++++ Task inputs ++++
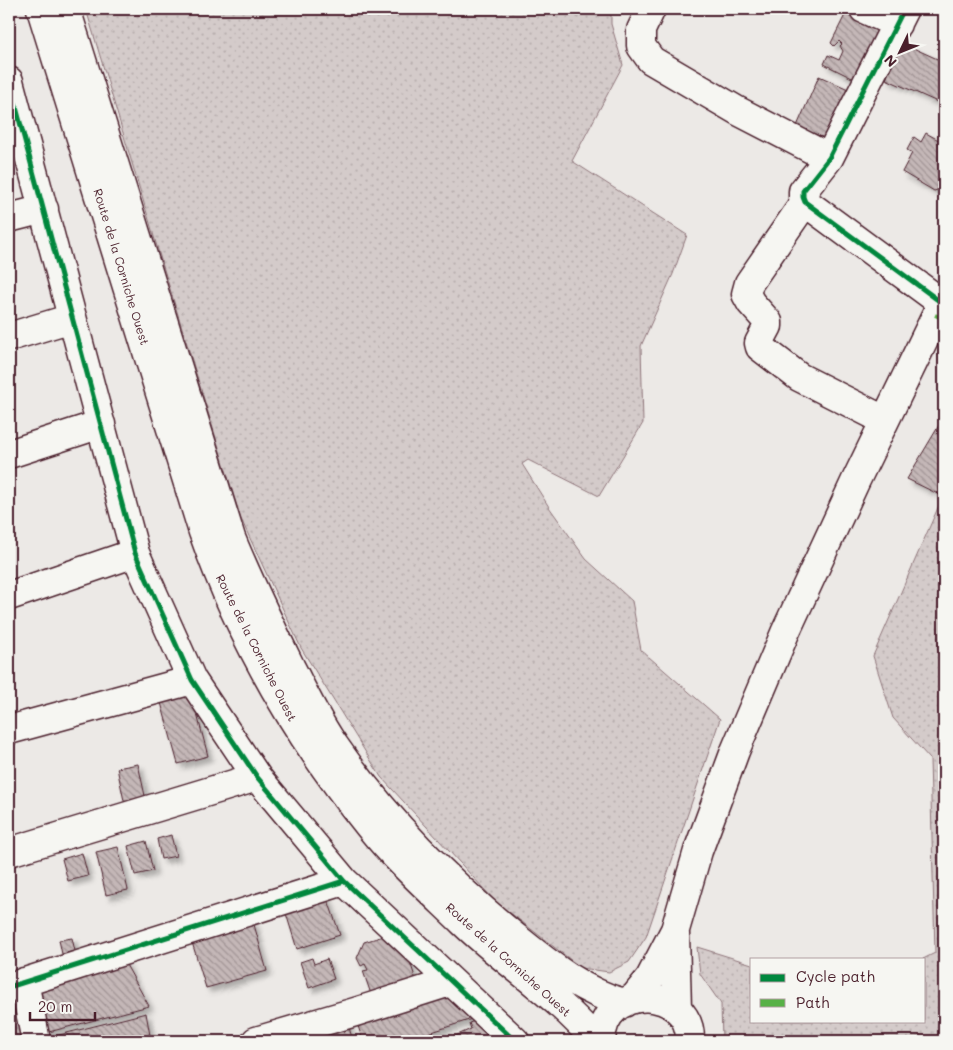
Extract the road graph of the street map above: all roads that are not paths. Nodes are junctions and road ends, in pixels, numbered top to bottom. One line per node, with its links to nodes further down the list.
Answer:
1 (42, 9): 32 (main road, Route de la Corniche Ouest)
2 (66, 9): 27 (main road, Route de la Corniche Ouest)
3 (651, 9): 7 (main road)
4 (864, 9): 5 (main road)
5 (900, 16): 7 (main road)
6 (9, 83): 9 (main road)
7 (829, 158): 8 (main road)
8 (806, 202): 11 (main road); 14 (main road)
9 (44, 209): 10 (main road); 12 (main road)
10 (9, 218)
11 (943, 301): 14 (main road)
12 (72, 318): 13 (main road); 15 (main road)
13 (9, 337)
14 (884, 420): 24 (main road)
15 (100, 424): 16 (main road); 17 (main road)
16 (9, 454)
17 (135, 553): 18 (main road); 19 (main road)
18 (9, 596)
19 (192, 680): 20 (main road); 21 (main road)
20 (9, 730)
21 (257, 777): 22 (main road); 23 (main road)
22 (9, 852)
23 (344, 881): 25 (main road); 26 (main road)
24 (675, 930): 27 (main road); 28 (main road)
25 (450, 982): 30 (main road); 31 (main road)
26 (16, 985): 29 (main road)
27 (628, 1001): 28 (main road); 33 (main road)
28 (676, 1010): 34 (main road)
29 (36, 1041)
30 (256, 1041)
31 (515, 1041)
32 (596, 1041)
33 (602, 1041)
34 (690, 1041)

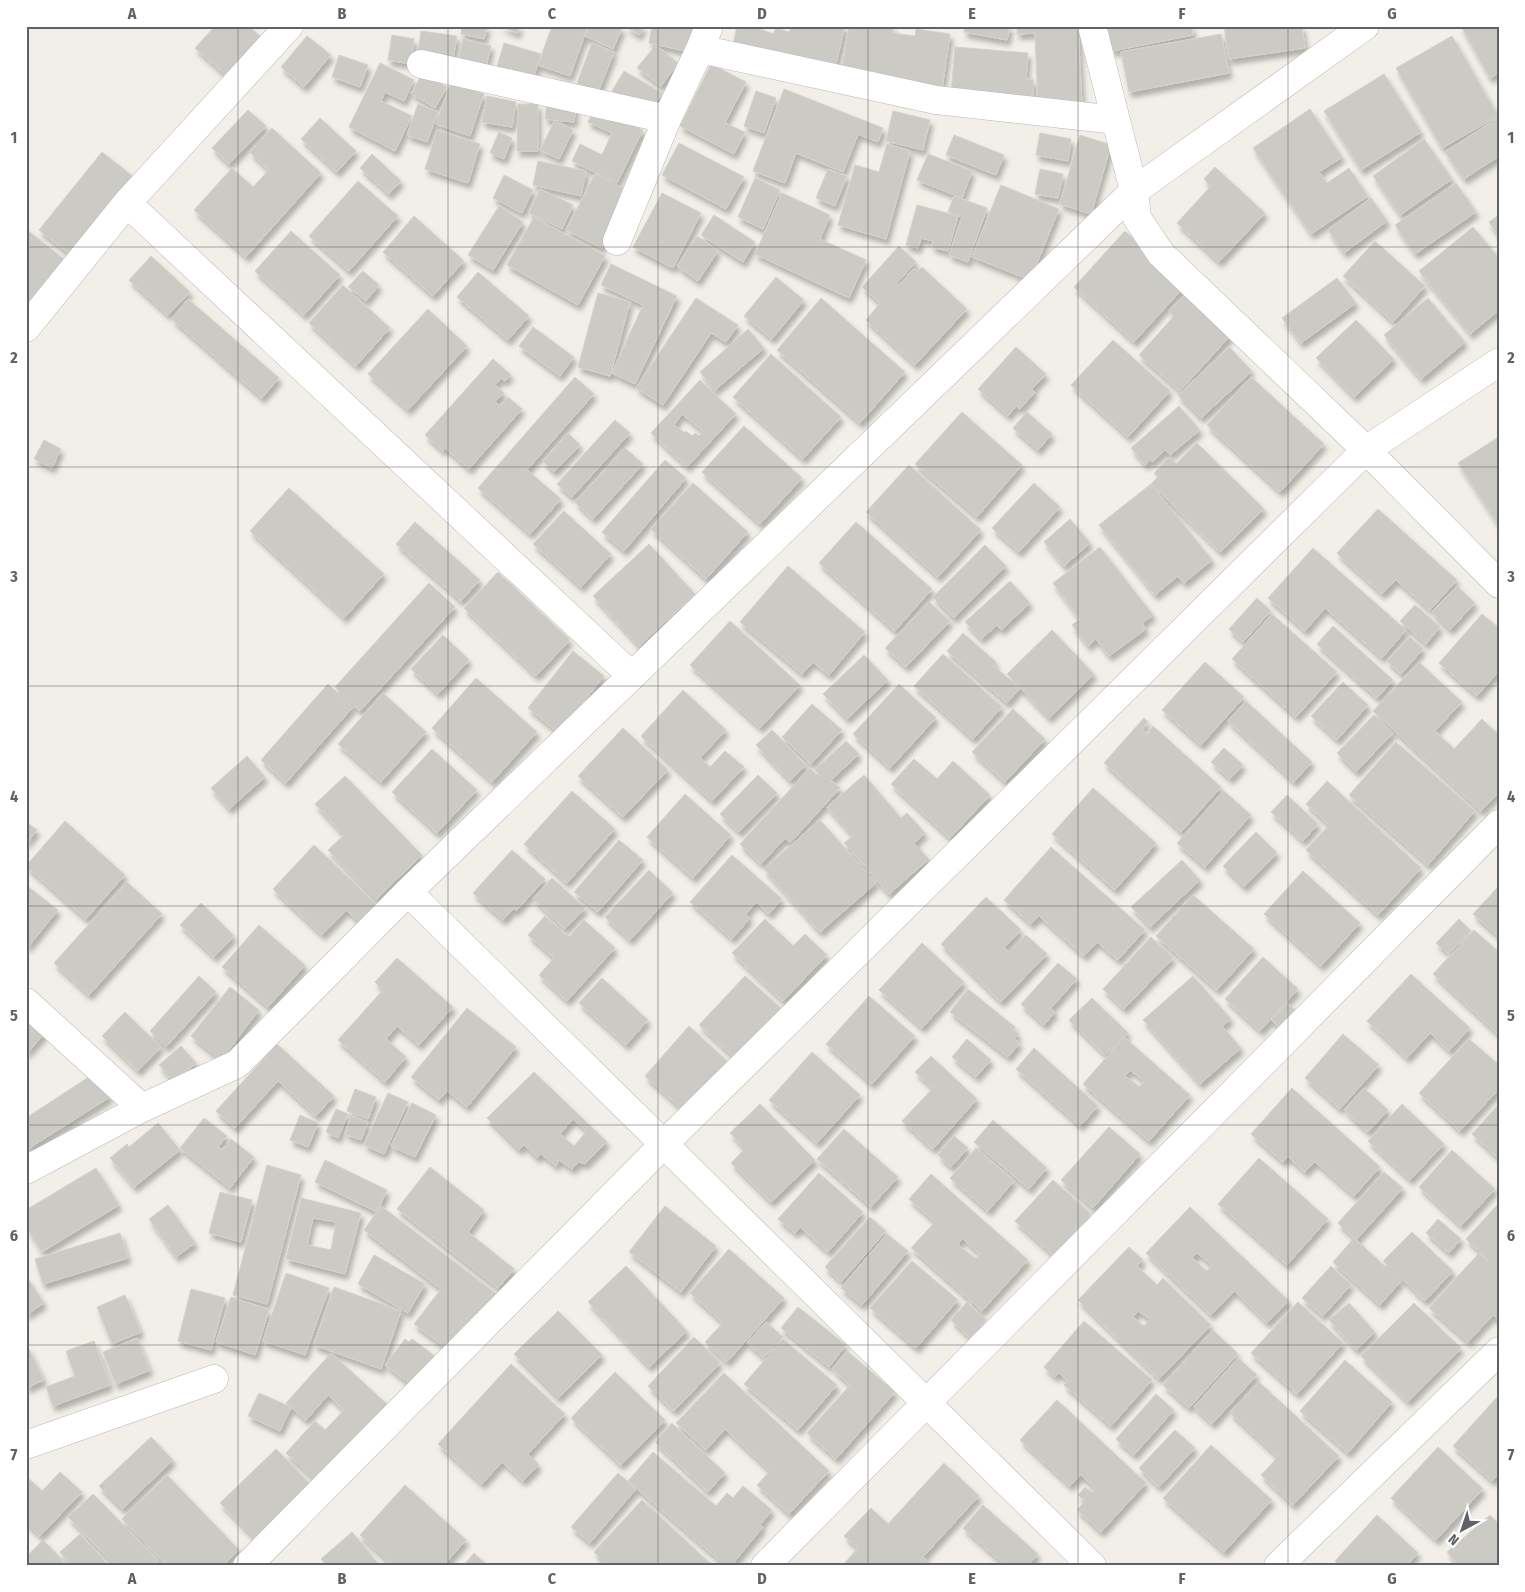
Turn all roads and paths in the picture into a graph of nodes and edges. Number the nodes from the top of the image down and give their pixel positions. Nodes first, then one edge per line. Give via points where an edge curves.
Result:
1 (289, 26) edge
2 (1092, 26) edge
3 (1365, 26) edge
4 (705, 38) edge
5 (421, 64) dead end
6 (666, 119) junction
7 (1116, 120) junction
8 (1134, 191) junction
9 (127, 203) junction
10 (617, 241) dead end
11 (26, 328) edge
12 (1499, 362) edge
13 (1366, 450) junction
14 (1499, 584) edge
15 (632, 676) junction
16 (1499, 824) edge
17 (408, 892) junction
18 (26, 1002) edge
19 (142, 1108) junction
20 (664, 1144) junction
21 (26, 1170) edge
22 (1499, 1351) edge
23 (214, 1379) dead end
24 (926, 1402) junction
25 (26, 1445) edge
26 (247, 1566) edge
27 (765, 1566) edge
28 (1092, 1566) edge
29 (1278, 1566) edge

1 - 9 street
2 - 7 street
3 - 8 street
4 - 6 street
4 - 7 street via 936,100
5 - 6 street
6 - 10 street
7 - 8 street
8 - 13 street via 1137,218 1161,254
8 - 15 street
9 - 11 street
9 - 15 street
12 - 13 street
13 - 14 street
13 - 20 street
15 - 17 street
16 - 24 street
17 - 19 street via 237,1064
17 - 20 street
18 - 19 street
19 - 21 street
20 - 24 street
20 - 26 street
22 - 29 street
23 - 25 street
24 - 27 street
24 - 28 street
++++
◆ Work to complete ◆
With the pictures removed, set down the entire listing exactly.

◆ Output of the exercise ◆
Extract the road graph of the street map above: all roads that are not paths. Nodes are junctions and road ends, in pixels, numbered top to bottom. One line per node, with its links to nodes further down the list.
Answer:
1 (42, 9): 32 (main road, Route de la Corniche Ouest)
2 (66, 9): 27 (main road, Route de la Corniche Ouest)
3 (651, 9): 7 (main road)
4 (864, 9): 5 (main road)
5 (900, 16): 7 (main road)
6 (9, 83): 9 (main road)
7 (829, 158): 8 (main road)
8 (806, 202): 11 (main road); 14 (main road)
9 (44, 209): 10 (main road); 12 (main road)
10 (9, 218)
11 (943, 301): 14 (main road)
12 (72, 318): 13 (main road); 15 (main road)
13 (9, 337)
14 (884, 420): 24 (main road)
15 (100, 424): 16 (main road); 17 (main road)
16 (9, 454)
17 (135, 553): 18 (main road); 19 (main road)
18 (9, 596)
19 (192, 680): 20 (main road); 21 (main road)
20 (9, 730)
21 (257, 777): 22 (main road); 23 (main road)
22 (9, 852)
23 (344, 881): 25 (main road); 26 (main road)
24 (675, 930): 27 (main road); 28 (main road)
25 (450, 982): 30 (main road); 31 (main road)
26 (16, 985): 29 (main road)
27 (628, 1001): 28 (main road); 33 (main road)
28 (676, 1010): 34 (main road)
29 (36, 1041)
30 (256, 1041)
31 (515, 1041)
32 (596, 1041)
33 (602, 1041)
34 (690, 1041)

Turn all roads and paths in the picture into a graph of nodes and edges. Number the nodes from the top of the image down and give their pixel positions. Nodes first, then one edge per line. Give via points where an edge curves.
Result:
1 (289, 26) edge
2 (1092, 26) edge
3 (1365, 26) edge
4 (705, 38) edge
5 (421, 64) dead end
6 (666, 119) junction
7 (1116, 120) junction
8 (1134, 191) junction
9 (127, 203) junction
10 (617, 241) dead end
11 (26, 328) edge
12 (1499, 362) edge
13 (1366, 450) junction
14 (1499, 584) edge
15 (632, 676) junction
16 (1499, 824) edge
17 (408, 892) junction
18 (26, 1002) edge
19 (142, 1108) junction
20 (664, 1144) junction
21 (26, 1170) edge
22 (1499, 1351) edge
23 (214, 1379) dead end
24 (926, 1402) junction
25 (26, 1445) edge
26 (247, 1566) edge
27 (765, 1566) edge
28 (1092, 1566) edge
29 (1278, 1566) edge

1 - 9 street
2 - 7 street
3 - 8 street
4 - 6 street
4 - 7 street via 936,100
5 - 6 street
6 - 10 street
7 - 8 street
8 - 13 street via 1137,218 1161,254
8 - 15 street
9 - 11 street
9 - 15 street
12 - 13 street
13 - 14 street
13 - 20 street
15 - 17 street
16 - 24 street
17 - 19 street via 237,1064
17 - 20 street
18 - 19 street
19 - 21 street
20 - 24 street
20 - 26 street
22 - 29 street
23 - 25 street
24 - 27 street
24 - 28 street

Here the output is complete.